▸ Task instructions
Set down word for word the lines that begin the entries and run through the line containing "static void I(const". Give nothing further.

▸ Supplied records
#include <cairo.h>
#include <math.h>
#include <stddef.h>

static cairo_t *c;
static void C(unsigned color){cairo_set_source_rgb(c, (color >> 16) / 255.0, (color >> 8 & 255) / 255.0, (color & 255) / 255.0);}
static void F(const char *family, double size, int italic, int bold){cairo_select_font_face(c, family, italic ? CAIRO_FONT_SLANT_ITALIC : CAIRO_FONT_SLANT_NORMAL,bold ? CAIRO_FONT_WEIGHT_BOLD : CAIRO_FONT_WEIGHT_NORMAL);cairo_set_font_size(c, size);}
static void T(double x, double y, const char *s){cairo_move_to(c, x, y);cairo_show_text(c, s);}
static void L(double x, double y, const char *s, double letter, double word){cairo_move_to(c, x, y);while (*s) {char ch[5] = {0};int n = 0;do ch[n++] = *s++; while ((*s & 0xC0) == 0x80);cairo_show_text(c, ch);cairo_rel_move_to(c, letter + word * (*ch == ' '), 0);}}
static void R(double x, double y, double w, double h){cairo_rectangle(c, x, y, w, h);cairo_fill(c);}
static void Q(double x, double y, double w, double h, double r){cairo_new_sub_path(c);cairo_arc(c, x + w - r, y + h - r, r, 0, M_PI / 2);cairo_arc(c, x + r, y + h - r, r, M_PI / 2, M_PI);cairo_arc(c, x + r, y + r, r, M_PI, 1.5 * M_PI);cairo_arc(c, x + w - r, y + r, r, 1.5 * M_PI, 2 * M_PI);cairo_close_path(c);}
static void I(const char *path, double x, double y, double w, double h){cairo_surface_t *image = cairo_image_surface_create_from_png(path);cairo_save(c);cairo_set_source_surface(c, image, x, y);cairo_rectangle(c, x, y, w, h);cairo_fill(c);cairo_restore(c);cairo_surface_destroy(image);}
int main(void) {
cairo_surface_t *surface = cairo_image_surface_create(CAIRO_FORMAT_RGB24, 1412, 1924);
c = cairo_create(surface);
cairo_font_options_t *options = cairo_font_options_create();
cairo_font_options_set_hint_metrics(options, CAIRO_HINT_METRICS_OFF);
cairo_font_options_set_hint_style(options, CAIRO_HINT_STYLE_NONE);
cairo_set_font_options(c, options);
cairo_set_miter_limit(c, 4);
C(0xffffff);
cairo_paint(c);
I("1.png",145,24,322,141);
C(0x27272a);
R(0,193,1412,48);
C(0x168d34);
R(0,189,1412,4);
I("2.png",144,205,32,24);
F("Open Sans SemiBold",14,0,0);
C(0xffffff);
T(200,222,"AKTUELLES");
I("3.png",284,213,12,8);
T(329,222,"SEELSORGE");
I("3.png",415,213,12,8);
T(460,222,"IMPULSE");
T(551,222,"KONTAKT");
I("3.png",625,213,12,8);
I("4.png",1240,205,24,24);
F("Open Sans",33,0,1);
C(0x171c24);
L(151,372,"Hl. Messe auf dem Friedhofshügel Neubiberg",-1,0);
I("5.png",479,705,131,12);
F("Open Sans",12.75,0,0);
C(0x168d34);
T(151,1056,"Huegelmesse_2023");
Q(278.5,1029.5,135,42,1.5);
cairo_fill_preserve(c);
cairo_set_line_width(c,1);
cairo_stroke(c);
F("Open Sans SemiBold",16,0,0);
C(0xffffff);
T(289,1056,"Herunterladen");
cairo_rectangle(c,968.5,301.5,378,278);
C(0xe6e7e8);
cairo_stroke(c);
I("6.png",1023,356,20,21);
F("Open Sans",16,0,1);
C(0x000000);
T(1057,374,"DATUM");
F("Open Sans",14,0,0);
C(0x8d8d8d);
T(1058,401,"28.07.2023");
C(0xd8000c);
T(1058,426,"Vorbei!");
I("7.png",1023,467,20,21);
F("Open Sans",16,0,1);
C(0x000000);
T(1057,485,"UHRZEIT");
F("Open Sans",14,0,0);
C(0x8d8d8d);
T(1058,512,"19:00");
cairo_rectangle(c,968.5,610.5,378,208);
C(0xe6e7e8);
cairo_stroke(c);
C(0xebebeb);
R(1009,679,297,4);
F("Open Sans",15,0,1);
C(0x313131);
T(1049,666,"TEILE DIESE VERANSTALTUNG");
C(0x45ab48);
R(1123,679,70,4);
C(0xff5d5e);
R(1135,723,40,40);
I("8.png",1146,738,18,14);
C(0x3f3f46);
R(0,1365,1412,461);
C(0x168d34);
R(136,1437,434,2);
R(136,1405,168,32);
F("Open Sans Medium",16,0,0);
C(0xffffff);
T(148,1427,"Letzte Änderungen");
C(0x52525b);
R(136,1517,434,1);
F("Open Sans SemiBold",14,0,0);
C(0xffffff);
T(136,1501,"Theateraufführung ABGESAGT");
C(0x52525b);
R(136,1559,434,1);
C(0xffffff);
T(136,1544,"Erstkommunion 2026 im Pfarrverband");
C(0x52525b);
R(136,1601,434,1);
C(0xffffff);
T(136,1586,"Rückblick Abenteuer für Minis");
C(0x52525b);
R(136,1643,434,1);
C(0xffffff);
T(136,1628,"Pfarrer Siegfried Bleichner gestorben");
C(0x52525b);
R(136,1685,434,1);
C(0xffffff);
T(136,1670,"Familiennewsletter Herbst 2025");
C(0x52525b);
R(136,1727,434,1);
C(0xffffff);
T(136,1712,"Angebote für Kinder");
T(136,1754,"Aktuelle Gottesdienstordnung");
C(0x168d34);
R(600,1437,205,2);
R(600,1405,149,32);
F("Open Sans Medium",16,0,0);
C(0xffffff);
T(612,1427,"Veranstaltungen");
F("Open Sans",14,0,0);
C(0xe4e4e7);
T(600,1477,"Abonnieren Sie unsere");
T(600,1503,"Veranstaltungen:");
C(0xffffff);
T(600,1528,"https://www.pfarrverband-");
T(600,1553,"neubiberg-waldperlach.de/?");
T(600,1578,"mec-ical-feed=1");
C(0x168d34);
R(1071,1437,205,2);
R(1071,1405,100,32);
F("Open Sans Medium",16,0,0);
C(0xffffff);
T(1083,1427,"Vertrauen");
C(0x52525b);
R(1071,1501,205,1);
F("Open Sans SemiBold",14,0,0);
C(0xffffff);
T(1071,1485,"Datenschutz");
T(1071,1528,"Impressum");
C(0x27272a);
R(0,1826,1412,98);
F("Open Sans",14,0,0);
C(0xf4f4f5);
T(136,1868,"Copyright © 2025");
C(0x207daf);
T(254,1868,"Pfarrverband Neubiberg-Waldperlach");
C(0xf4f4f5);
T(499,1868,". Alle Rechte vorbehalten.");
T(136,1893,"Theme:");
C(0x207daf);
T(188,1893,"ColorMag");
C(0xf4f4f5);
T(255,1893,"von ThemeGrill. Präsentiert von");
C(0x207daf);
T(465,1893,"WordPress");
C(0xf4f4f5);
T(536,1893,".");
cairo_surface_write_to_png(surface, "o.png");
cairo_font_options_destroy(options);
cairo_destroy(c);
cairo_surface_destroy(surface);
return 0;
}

▸ Output
#include <cairo.h>
#include <math.h>
#include <stddef.h>

static cairo_t *c;
static void C(unsigned color){cairo_set_source_rgb(c, (color >> 16) / 255.0, (color >> 8 & 255) / 255.0, (color & 255) / 255.0);}
static void F(const char *family, double size, int italic, int bold){cairo_select_font_face(c, family, italic ? CAIRO_FONT_SLANT_ITALIC : CAIRO_FONT_SLANT_NORMAL,bold ? CAIRO_FONT_WEIGHT_BOLD : CAIRO_FONT_WEIGHT_NORMAL);cairo_set_font_size(c, size);}
static void T(double x, double y, const char *s){cairo_move_to(c, x, y);cairo_show_text(c, s);}
static void L(double x, double y, const char *s, double letter, double word){cairo_move_to(c, x, y);while (*s) {char ch[5] = {0};int n = 0;do ch[n++] = *s++; while ((*s & 0xC0) == 0x80);cairo_show_text(c, ch);cairo_rel_move_to(c, letter + word * (*ch == ' '), 0);}}
static void R(double x, double y, double w, double h){cairo_rectangle(c, x, y, w, h);cairo_fill(c);}
static void Q(double x, double y, double w, double h, double r){cairo_new_sub_path(c);cairo_arc(c, x + w - r, y + h - r, r, 0, M_PI / 2);cairo_arc(c, x + r, y + h - r, r, M_PI / 2, M_PI);cairo_arc(c, x + r, y + r, r, M_PI, 1.5 * M_PI);cairo_arc(c, x + w - r, y + r, r, 1.5 * M_PI, 2 * M_PI);cairo_close_path(c);}
static void I(const char *path, double x, double y, double w, double h){cairo_surface_t *image = cairo_image_surface_create_from_png(path);cairo_save(c);cairo_set_source_surface(c, image, x, y);cairo_rectangle(c, x, y, w, h);cairo_fill(c);cairo_restore(c);cairo_surface_destroy(image);}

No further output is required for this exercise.